■ Exercise brief: The word "addColorStop" turns up on some lines of this data; say how many, and give no other text.

■ Provided records:
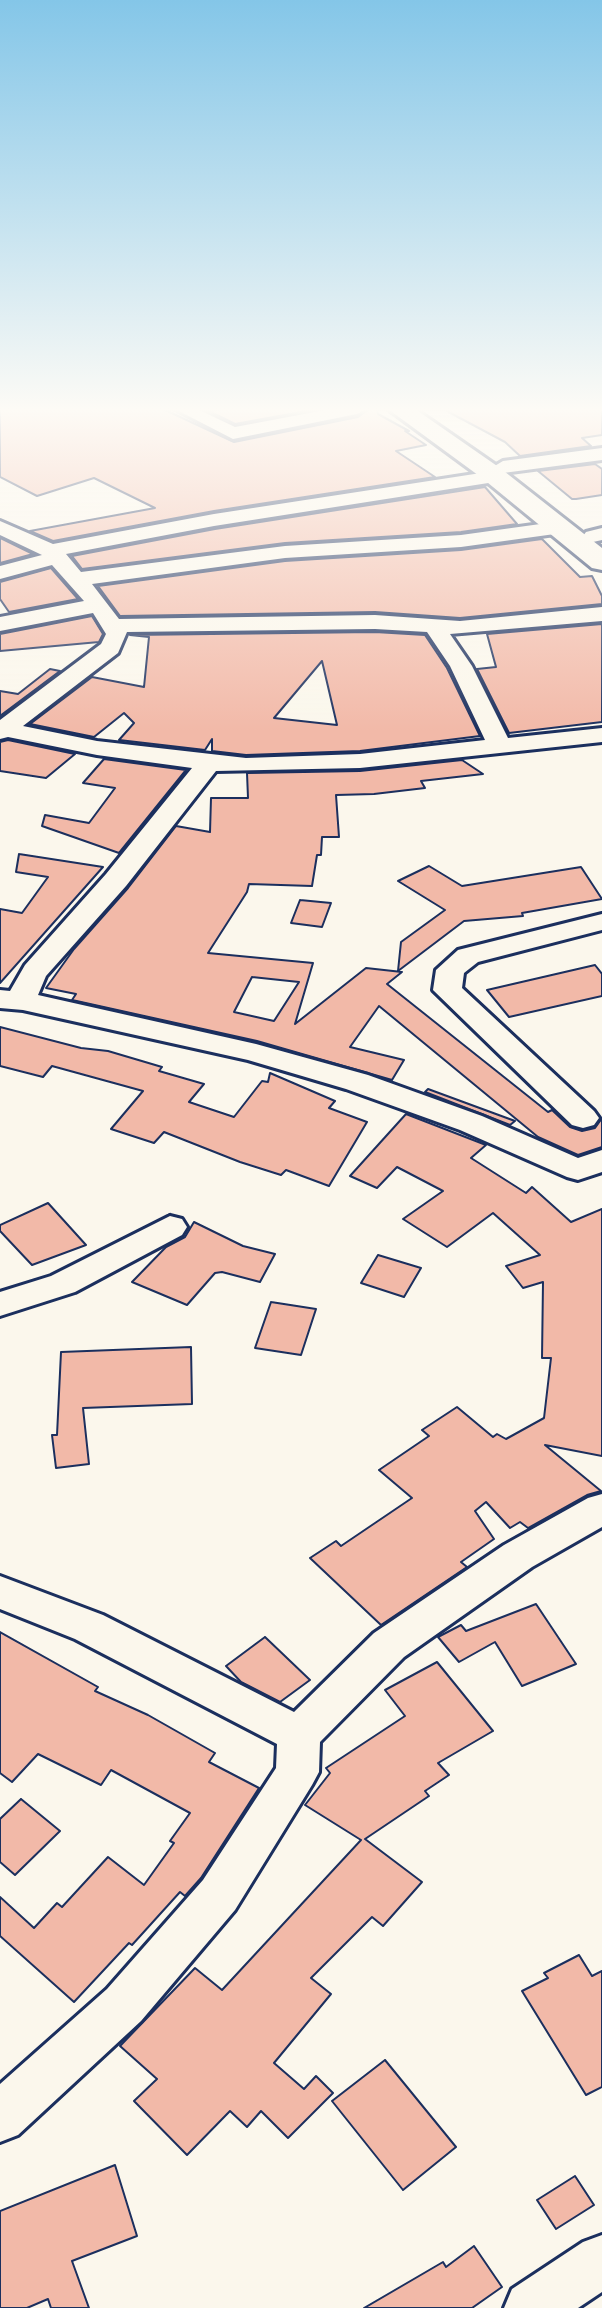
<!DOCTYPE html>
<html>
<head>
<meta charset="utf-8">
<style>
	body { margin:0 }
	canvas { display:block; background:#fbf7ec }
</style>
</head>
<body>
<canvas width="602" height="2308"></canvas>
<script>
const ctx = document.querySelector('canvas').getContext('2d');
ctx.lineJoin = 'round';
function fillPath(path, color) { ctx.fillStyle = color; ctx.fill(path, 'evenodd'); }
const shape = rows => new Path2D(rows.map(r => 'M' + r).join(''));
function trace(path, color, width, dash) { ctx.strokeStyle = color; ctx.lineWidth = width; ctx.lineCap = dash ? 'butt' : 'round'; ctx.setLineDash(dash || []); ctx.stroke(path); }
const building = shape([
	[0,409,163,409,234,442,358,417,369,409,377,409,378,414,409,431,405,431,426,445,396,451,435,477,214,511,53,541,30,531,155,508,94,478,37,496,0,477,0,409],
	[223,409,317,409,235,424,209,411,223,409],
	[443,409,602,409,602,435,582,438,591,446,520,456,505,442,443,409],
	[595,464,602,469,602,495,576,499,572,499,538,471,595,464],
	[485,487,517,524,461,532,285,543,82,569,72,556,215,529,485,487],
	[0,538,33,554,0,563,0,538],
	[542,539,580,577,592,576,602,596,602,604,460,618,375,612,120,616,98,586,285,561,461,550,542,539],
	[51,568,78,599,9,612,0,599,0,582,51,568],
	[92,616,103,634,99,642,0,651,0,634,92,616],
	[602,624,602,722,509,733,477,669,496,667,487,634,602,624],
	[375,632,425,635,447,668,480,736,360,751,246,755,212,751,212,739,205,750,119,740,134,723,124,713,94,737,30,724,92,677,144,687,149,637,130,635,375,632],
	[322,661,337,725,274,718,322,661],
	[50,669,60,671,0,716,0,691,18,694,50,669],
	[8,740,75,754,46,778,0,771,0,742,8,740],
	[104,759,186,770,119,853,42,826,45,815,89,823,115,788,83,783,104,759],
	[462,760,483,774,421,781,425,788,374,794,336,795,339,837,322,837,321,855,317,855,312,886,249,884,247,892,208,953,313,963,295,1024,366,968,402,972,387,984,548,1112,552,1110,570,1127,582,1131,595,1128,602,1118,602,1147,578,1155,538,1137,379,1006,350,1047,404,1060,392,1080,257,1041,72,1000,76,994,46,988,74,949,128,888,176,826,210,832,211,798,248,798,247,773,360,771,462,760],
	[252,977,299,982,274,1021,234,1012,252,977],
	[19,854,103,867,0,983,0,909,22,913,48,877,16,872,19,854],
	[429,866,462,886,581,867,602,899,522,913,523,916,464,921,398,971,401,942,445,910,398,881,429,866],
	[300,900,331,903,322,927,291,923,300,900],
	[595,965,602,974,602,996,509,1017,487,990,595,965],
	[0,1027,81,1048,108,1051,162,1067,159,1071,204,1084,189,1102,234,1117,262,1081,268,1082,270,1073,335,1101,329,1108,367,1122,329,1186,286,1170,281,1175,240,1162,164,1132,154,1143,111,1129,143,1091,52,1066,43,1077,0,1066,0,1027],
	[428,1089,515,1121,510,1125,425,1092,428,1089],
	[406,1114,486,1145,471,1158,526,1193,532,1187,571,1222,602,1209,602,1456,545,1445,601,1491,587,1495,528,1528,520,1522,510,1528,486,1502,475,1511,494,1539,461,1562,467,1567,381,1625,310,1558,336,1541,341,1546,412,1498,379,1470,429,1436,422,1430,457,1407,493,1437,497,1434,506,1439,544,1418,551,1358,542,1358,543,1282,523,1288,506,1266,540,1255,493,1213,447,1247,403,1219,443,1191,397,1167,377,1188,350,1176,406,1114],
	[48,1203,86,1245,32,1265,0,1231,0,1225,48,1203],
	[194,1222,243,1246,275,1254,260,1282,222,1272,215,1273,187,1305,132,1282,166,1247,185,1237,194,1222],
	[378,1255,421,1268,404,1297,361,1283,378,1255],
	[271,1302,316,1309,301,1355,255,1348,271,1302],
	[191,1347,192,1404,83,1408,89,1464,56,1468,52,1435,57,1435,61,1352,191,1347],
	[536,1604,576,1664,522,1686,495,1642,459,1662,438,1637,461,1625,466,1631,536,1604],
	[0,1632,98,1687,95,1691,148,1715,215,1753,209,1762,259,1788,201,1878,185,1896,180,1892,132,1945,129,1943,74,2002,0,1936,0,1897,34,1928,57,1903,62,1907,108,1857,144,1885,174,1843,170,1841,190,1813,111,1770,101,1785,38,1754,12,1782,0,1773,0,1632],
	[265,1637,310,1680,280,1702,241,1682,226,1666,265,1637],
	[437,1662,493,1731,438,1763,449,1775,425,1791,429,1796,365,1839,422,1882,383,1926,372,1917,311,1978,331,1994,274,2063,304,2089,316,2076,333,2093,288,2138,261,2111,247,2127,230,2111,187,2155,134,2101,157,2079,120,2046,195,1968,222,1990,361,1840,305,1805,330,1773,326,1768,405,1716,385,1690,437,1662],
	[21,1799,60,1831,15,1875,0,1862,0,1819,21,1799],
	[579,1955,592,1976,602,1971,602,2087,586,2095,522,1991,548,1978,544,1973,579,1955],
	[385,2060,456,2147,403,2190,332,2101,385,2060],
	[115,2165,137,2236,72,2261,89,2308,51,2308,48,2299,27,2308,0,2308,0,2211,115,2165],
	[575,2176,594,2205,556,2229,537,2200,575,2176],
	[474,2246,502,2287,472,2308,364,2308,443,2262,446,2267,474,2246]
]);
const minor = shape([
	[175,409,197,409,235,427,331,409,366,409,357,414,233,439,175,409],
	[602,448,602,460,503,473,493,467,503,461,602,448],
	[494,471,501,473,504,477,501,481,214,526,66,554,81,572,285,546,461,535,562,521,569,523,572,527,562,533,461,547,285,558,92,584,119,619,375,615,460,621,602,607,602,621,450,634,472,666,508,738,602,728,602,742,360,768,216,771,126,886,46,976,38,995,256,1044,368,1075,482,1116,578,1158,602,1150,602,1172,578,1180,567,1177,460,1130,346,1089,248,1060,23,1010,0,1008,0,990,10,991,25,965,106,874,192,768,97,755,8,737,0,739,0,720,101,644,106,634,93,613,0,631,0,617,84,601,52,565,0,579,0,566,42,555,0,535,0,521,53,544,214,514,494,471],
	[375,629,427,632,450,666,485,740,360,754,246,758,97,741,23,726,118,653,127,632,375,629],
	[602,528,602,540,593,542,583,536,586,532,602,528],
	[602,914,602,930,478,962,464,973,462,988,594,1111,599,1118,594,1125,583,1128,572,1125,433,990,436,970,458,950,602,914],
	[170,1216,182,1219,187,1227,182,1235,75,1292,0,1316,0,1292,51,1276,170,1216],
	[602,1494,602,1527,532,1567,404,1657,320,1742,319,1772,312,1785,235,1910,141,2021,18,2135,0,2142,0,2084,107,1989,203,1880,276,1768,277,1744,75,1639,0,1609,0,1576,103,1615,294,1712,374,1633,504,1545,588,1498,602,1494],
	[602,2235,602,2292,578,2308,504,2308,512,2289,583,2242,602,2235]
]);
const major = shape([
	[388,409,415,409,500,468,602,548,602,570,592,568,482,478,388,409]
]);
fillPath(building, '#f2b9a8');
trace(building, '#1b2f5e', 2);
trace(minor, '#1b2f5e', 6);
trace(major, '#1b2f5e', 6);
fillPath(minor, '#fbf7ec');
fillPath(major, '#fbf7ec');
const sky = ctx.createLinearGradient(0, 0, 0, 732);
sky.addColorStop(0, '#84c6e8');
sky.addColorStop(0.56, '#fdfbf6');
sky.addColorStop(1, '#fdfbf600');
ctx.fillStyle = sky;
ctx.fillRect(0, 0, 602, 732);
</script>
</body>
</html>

...

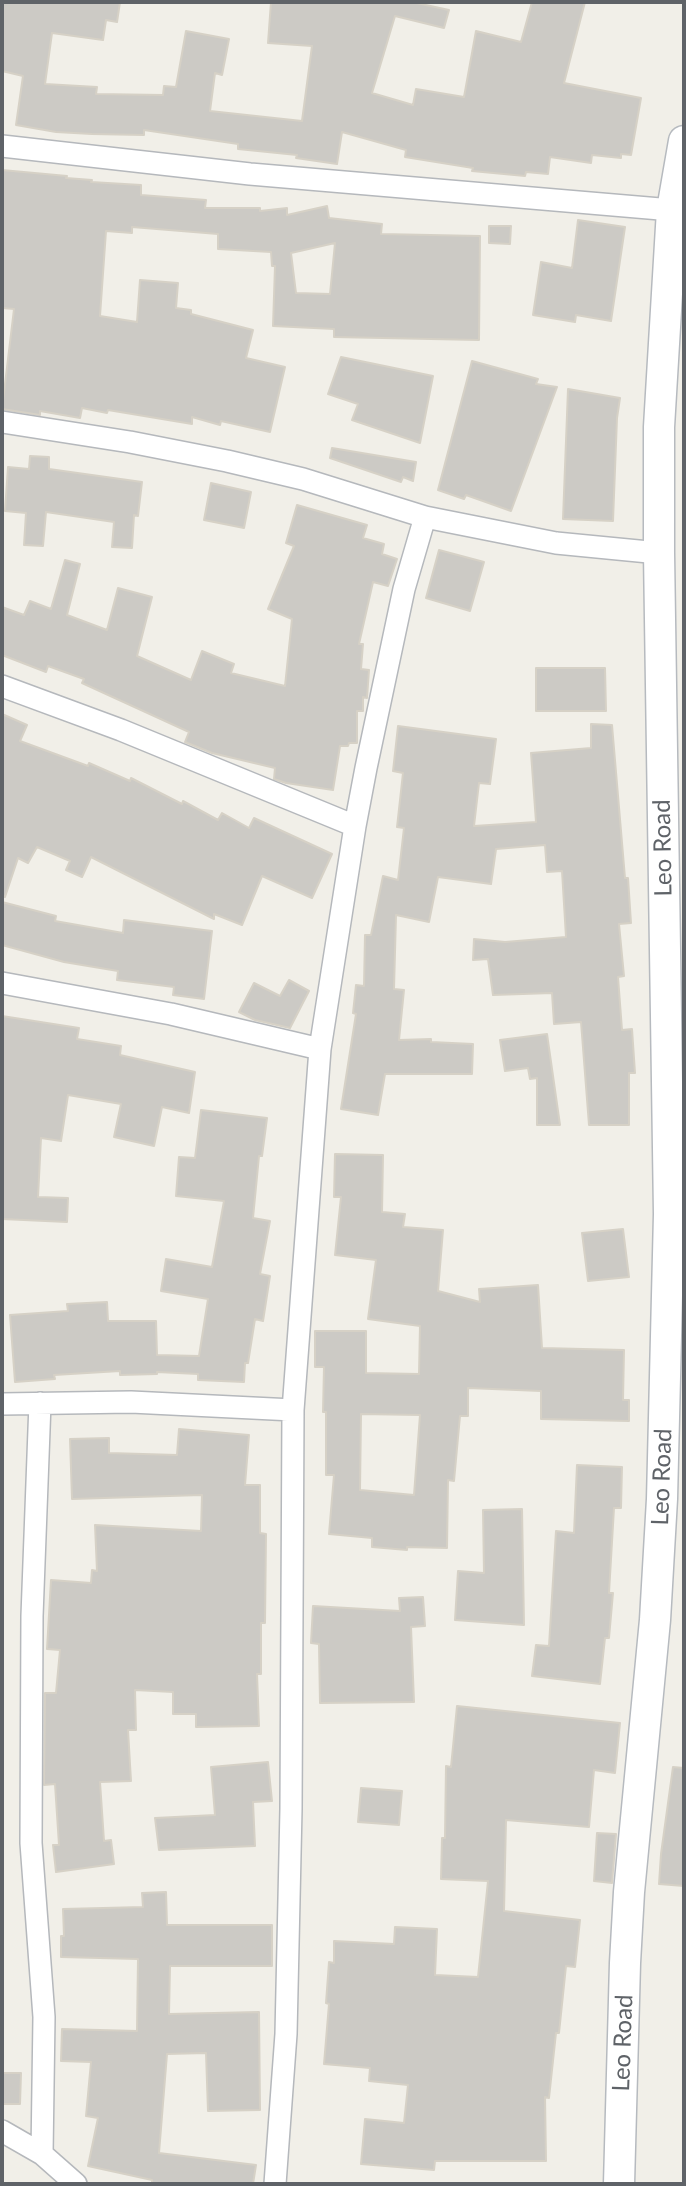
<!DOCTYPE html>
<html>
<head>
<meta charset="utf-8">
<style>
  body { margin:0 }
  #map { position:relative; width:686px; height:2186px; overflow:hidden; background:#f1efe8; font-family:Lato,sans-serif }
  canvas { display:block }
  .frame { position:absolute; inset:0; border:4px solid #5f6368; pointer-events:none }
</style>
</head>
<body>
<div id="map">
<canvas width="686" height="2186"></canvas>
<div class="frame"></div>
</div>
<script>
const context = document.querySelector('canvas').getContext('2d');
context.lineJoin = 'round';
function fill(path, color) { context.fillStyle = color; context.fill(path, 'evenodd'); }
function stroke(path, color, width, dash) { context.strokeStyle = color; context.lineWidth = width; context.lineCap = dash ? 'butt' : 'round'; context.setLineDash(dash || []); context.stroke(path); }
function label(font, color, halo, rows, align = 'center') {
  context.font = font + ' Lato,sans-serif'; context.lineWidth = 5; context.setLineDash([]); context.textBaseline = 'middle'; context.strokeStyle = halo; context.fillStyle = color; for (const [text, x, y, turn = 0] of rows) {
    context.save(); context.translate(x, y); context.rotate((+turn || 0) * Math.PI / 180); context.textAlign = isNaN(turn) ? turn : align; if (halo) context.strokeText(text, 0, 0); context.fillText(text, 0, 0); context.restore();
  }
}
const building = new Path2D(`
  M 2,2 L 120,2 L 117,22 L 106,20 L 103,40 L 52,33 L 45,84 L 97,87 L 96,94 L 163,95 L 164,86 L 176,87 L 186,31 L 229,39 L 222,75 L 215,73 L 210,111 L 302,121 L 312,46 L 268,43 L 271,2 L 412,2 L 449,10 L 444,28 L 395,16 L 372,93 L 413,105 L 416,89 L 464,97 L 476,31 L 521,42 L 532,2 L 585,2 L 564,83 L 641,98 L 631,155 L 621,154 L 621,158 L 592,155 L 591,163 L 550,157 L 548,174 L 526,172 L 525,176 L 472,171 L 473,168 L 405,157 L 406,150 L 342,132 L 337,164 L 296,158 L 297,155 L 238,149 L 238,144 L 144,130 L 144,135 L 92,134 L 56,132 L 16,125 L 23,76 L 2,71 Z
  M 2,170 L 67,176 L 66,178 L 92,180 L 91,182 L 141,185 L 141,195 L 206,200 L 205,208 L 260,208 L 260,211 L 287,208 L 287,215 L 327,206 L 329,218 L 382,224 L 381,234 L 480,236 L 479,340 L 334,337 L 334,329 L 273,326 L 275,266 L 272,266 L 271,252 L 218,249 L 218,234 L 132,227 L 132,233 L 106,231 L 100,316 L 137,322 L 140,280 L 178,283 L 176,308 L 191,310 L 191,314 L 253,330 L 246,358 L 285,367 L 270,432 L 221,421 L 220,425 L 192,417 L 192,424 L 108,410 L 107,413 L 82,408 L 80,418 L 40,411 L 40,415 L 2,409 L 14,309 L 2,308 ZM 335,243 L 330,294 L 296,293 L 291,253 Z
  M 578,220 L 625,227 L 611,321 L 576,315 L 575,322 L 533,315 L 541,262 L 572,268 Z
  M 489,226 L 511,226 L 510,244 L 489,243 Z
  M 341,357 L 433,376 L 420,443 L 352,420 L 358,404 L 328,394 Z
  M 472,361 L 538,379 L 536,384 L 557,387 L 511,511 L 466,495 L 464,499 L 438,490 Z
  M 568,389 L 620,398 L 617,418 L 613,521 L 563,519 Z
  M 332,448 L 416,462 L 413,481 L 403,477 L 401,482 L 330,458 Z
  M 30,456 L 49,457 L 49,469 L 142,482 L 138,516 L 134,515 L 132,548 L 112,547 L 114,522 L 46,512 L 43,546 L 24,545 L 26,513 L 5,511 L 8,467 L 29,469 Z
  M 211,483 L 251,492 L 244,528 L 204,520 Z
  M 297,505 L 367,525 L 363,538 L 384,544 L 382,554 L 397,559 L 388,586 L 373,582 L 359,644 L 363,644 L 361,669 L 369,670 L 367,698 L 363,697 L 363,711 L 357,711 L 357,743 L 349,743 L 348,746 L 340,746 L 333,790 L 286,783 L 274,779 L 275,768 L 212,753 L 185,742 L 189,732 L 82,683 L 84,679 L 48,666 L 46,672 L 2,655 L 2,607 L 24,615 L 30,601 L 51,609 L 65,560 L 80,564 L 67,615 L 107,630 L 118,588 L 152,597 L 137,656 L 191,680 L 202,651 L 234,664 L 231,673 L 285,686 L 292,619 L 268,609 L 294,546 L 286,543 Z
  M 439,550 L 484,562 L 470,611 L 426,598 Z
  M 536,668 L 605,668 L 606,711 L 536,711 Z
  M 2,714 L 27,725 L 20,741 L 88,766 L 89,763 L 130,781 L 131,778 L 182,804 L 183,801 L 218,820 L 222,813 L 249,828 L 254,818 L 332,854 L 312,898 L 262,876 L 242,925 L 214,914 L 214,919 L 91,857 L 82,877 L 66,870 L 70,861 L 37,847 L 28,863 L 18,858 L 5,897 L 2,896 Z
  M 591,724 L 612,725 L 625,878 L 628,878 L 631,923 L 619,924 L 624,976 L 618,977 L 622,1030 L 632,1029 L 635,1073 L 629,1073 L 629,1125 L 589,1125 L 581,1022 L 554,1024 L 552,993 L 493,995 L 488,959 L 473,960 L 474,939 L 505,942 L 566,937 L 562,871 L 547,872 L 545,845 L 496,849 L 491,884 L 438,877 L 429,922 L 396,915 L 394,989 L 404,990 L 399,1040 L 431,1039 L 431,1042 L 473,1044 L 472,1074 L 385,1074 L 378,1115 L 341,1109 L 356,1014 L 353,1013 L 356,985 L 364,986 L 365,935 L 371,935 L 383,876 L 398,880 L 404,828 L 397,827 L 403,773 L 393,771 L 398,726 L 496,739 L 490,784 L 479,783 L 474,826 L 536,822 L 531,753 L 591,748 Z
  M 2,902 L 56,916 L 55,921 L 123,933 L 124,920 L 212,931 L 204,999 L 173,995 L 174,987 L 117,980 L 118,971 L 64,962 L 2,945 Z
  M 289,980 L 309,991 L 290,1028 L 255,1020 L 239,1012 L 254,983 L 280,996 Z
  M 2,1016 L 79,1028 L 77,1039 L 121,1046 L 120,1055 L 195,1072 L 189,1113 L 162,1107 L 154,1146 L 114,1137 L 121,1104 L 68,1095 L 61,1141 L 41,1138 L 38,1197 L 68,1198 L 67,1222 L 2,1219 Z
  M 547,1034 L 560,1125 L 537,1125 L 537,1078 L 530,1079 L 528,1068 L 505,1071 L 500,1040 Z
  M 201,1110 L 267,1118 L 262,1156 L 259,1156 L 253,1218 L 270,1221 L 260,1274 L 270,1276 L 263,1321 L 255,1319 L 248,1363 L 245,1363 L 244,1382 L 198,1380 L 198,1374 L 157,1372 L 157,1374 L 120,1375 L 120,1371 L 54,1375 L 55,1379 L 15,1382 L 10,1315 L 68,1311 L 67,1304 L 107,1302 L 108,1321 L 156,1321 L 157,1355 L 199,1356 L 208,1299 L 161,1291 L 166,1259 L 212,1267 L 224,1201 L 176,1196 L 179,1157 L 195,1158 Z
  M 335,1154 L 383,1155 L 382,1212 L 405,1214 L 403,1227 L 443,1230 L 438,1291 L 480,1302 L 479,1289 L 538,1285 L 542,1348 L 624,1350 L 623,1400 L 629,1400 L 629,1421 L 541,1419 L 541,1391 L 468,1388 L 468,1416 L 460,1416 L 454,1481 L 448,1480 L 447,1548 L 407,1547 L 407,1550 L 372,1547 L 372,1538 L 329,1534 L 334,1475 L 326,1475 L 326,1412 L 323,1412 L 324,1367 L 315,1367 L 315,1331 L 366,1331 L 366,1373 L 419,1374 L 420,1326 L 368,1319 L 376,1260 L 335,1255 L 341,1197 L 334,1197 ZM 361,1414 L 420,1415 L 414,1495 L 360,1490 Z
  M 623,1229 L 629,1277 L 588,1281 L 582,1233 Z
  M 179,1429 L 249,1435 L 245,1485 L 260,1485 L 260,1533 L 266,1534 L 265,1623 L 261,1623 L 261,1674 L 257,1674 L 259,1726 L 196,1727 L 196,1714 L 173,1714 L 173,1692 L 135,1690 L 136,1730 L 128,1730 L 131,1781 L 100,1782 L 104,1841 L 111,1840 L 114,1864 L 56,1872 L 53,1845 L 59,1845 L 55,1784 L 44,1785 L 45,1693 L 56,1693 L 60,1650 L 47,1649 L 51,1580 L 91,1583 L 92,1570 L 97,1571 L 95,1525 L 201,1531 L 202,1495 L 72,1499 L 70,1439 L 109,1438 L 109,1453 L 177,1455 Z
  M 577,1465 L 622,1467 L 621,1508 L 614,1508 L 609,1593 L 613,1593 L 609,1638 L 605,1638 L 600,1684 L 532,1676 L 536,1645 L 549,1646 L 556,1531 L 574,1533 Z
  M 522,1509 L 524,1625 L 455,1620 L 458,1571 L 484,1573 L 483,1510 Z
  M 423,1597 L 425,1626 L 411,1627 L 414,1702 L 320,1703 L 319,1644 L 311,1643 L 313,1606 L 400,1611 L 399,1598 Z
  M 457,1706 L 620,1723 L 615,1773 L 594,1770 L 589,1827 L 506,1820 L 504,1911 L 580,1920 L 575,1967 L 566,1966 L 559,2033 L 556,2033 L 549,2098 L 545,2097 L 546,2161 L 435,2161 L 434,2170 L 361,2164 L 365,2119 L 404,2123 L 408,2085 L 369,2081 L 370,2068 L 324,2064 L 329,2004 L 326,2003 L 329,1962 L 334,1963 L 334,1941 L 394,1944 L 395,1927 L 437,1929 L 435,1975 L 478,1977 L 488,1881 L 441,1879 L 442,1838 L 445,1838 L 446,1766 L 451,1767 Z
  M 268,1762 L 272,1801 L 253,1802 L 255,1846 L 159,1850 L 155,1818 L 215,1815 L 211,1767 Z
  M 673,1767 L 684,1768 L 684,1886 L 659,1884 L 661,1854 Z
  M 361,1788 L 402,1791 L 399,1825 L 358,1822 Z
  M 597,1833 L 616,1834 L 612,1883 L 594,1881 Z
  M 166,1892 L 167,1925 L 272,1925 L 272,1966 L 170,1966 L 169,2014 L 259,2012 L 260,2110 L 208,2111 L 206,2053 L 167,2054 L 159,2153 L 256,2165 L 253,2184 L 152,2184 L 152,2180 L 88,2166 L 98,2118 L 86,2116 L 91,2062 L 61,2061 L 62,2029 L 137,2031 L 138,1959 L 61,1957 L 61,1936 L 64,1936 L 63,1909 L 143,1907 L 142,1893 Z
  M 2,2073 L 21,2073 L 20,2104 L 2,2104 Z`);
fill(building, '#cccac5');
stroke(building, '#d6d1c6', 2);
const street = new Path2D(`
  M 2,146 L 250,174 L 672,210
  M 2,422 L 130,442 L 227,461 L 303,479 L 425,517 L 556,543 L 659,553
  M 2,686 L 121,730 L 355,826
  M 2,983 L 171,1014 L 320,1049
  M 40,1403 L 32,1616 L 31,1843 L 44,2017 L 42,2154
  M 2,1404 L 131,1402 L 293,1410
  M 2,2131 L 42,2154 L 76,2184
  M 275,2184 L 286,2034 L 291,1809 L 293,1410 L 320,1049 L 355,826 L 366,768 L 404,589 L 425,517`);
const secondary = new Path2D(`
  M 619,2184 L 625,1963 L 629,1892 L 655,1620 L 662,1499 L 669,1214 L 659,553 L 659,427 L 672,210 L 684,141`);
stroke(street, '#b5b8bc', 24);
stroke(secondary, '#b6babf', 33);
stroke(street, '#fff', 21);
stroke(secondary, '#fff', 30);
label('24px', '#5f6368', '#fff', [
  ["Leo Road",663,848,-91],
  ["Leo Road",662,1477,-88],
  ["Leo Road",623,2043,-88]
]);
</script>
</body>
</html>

■ Solution for this task: 3